In the records below, find each line containing the word "Eötvös" and copy it.

Stored data entries:
------------------------------------------------

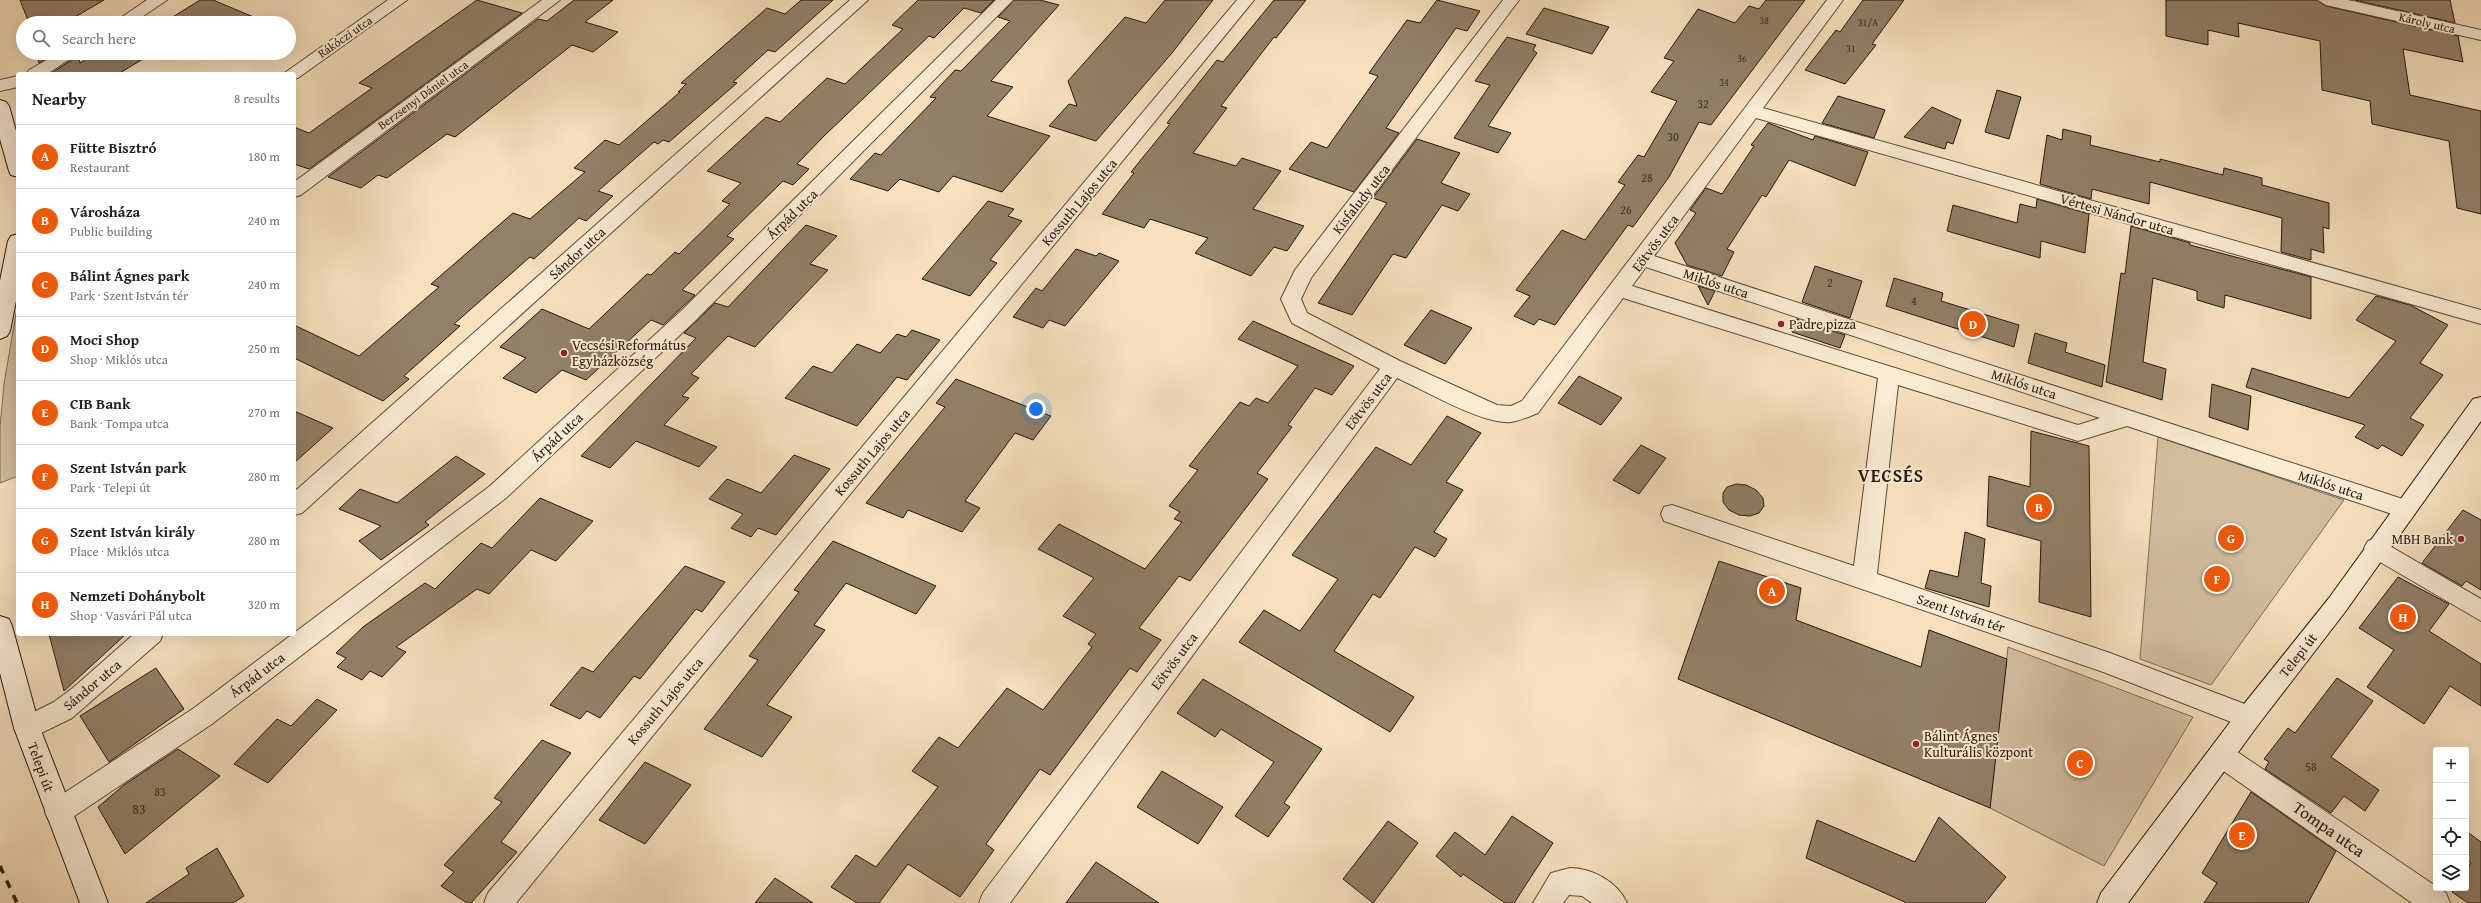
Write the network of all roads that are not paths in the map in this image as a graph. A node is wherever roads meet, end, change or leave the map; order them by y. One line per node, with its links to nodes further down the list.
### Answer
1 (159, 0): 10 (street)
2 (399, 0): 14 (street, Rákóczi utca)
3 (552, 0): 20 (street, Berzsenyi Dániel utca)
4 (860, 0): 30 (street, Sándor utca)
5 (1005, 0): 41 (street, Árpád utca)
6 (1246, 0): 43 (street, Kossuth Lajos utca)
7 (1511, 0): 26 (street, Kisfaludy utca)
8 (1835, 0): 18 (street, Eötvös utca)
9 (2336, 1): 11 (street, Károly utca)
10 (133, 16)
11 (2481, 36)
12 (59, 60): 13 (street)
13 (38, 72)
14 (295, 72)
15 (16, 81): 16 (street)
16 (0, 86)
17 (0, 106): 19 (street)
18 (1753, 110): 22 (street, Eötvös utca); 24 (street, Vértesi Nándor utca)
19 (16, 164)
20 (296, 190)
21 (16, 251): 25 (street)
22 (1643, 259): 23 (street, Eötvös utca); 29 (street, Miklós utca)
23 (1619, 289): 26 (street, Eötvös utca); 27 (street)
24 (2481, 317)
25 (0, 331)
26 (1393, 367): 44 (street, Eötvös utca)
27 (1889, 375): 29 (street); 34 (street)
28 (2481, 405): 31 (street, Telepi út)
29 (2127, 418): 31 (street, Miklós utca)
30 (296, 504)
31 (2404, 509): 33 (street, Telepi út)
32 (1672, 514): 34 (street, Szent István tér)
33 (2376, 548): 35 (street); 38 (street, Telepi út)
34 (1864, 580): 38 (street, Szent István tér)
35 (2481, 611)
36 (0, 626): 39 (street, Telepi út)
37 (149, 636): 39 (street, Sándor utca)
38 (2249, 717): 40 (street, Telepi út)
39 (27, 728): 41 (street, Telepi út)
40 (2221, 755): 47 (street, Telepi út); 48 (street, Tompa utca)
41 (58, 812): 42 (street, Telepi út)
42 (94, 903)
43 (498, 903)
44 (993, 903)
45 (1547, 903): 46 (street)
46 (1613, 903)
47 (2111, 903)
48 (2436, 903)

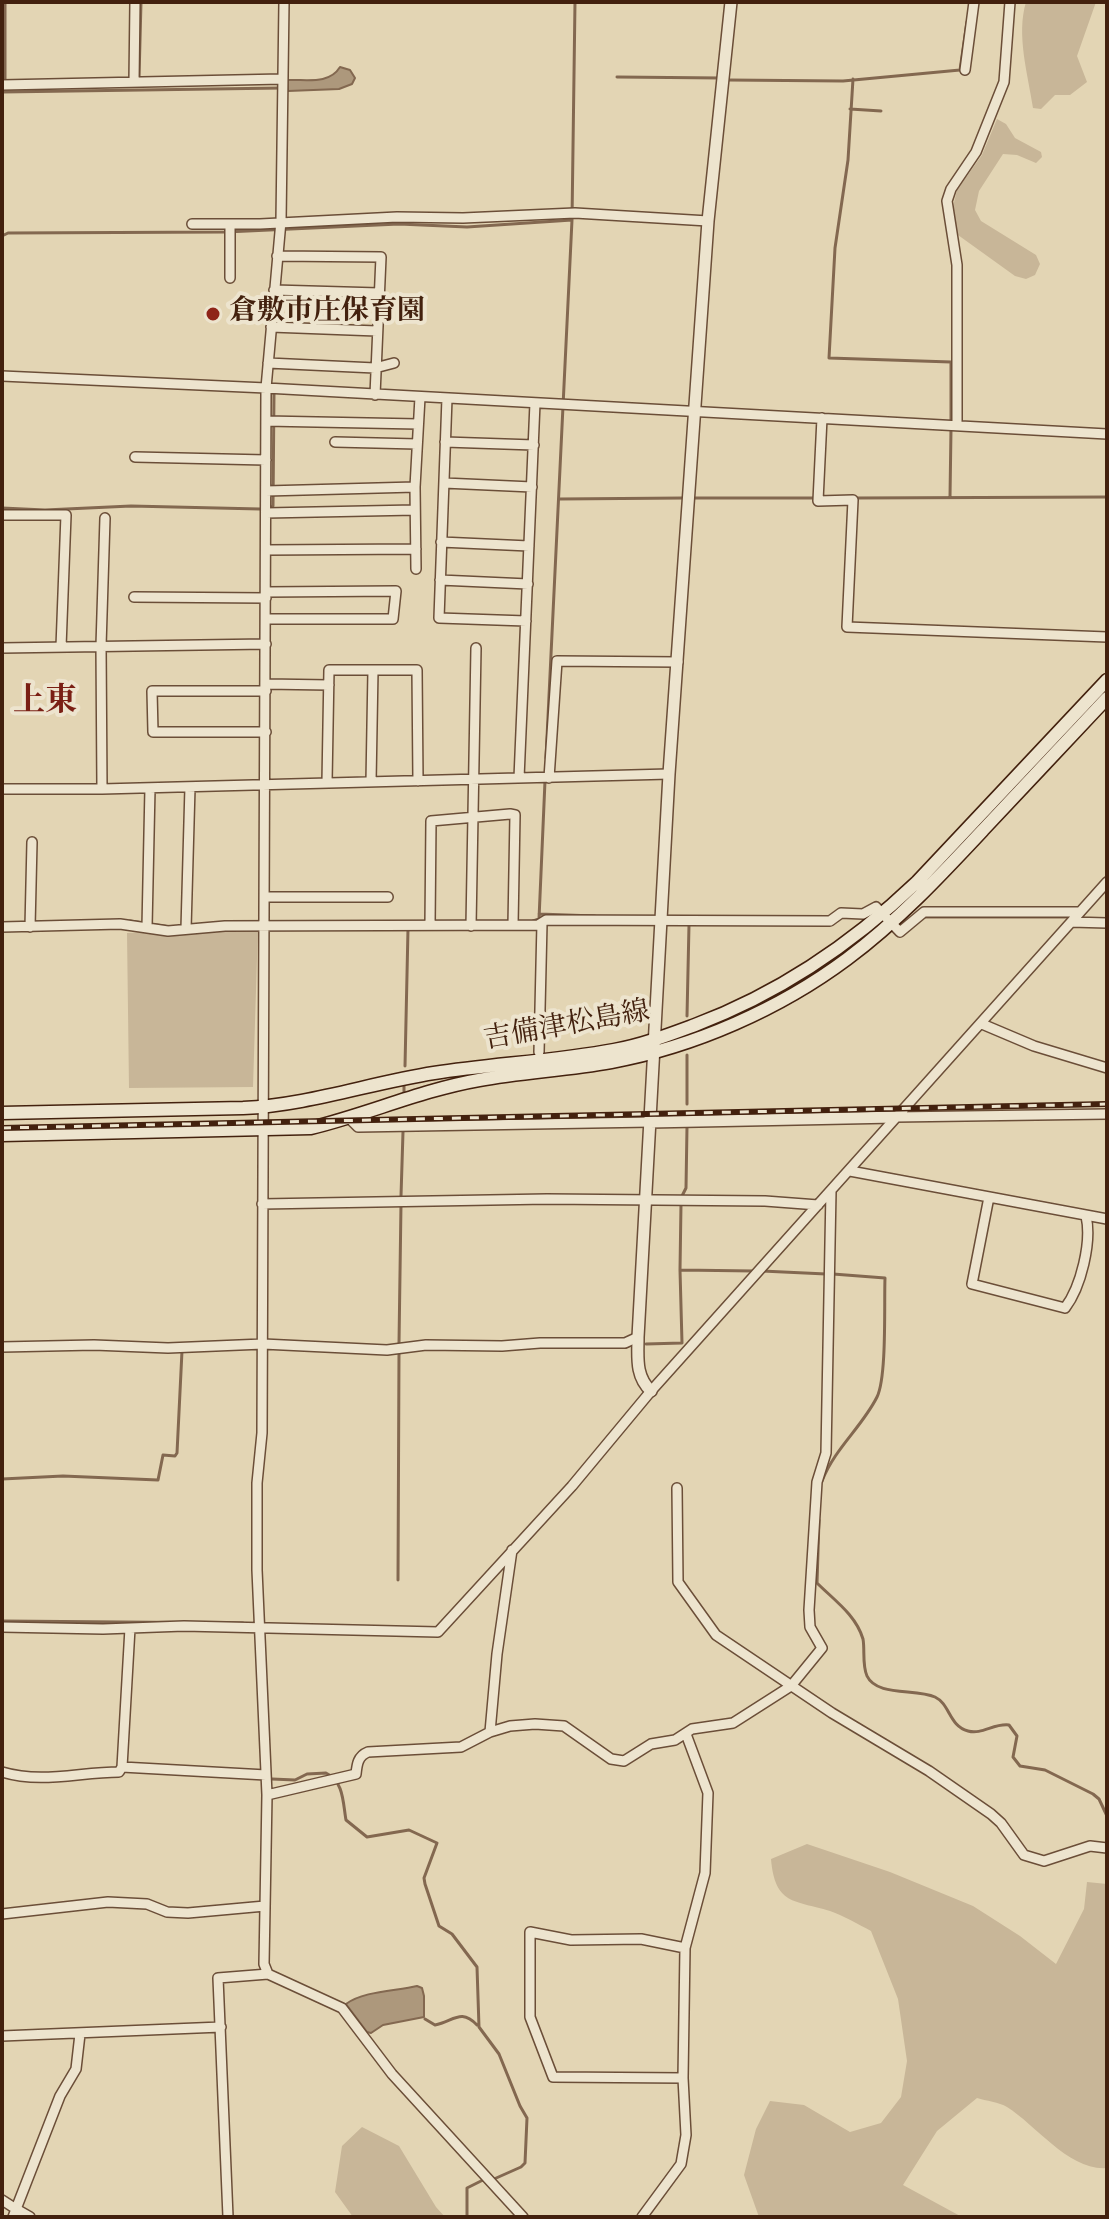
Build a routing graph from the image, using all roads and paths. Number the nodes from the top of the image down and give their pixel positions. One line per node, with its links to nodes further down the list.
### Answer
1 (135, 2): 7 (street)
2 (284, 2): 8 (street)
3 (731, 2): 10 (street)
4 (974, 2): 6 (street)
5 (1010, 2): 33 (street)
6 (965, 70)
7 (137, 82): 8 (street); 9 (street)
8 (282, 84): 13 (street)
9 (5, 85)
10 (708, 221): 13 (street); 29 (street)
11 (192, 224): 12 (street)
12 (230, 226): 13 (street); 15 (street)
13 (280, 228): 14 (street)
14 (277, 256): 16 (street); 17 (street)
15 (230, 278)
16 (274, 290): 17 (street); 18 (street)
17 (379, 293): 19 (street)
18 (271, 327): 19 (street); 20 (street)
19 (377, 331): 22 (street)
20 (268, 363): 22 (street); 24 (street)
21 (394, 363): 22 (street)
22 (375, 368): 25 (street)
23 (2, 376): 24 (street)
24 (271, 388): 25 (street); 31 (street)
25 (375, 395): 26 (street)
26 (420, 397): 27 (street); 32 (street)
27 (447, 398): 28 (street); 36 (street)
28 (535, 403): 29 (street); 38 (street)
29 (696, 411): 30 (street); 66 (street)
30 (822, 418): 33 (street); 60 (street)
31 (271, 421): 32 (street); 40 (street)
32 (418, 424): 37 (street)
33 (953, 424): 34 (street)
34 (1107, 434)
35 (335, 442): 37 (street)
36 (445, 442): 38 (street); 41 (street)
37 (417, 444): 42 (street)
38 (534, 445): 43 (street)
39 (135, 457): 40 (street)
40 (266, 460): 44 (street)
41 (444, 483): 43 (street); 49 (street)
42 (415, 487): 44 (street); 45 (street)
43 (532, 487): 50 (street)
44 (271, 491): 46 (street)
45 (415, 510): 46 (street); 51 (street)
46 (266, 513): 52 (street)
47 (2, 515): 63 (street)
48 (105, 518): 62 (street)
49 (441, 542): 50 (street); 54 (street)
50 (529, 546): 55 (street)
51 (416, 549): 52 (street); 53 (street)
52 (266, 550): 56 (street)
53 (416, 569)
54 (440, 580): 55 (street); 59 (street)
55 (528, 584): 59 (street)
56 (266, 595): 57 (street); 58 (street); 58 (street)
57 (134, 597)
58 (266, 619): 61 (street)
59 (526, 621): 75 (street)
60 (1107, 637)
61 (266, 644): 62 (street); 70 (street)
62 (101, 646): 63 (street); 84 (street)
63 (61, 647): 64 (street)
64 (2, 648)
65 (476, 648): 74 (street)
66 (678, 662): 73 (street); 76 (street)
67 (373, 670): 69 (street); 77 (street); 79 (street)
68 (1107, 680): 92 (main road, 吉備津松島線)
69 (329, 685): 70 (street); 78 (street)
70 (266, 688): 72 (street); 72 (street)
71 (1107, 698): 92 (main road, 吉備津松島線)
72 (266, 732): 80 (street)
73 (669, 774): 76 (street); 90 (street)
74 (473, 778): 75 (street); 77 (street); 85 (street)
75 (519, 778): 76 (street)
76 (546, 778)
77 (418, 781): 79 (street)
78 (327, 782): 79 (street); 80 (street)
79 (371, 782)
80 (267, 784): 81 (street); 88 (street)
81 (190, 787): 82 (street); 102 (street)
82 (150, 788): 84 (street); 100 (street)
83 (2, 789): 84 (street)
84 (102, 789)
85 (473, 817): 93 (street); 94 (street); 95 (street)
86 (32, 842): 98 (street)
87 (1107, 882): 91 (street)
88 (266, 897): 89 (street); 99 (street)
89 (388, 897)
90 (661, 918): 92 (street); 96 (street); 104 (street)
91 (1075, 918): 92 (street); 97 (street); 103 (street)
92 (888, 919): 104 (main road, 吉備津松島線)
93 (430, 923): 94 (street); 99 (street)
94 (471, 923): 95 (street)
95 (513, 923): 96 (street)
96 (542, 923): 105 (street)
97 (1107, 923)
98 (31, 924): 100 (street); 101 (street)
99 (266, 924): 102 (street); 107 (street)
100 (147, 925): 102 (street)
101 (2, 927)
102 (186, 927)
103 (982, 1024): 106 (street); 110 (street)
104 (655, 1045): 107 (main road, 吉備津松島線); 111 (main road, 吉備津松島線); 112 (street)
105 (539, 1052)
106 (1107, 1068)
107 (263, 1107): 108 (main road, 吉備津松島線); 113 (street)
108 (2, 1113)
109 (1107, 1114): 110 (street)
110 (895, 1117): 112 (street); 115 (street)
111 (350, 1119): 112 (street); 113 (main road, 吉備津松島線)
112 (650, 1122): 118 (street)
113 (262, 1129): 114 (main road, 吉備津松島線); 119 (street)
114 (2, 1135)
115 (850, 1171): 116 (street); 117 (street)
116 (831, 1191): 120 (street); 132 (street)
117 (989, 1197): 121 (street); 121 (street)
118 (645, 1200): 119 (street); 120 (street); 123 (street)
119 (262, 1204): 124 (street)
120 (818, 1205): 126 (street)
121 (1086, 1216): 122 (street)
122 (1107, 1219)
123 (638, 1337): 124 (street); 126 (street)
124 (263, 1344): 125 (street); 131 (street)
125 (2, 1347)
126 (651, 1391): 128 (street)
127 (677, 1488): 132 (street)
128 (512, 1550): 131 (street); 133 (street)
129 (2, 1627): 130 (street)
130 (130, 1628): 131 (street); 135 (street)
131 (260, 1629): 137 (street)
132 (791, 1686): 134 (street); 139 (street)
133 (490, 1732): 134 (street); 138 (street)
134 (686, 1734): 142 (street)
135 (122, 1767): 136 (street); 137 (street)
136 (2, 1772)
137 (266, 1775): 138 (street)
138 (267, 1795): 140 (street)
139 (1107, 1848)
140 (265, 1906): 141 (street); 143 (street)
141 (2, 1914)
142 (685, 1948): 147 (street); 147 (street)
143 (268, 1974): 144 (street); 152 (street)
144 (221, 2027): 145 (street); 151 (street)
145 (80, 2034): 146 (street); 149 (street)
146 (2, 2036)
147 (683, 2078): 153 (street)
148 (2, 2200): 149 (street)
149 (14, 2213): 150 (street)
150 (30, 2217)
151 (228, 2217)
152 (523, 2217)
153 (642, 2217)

------------------------------------------------

● **Output for this exercise**
8 (1835, 0): 18 (street, Eötvös utca)
18 (1753, 110): 22 (street, Eötvös utca); 24 (street, Vértesi Nándor utca)
22 (1643, 259): 23 (street, Eötvös utca); 29 (street, Miklós utca)
23 (1619, 289): 26 (street, Eötvös utca); 27 (street)
26 (1393, 367): 44 (street, Eötvös utca)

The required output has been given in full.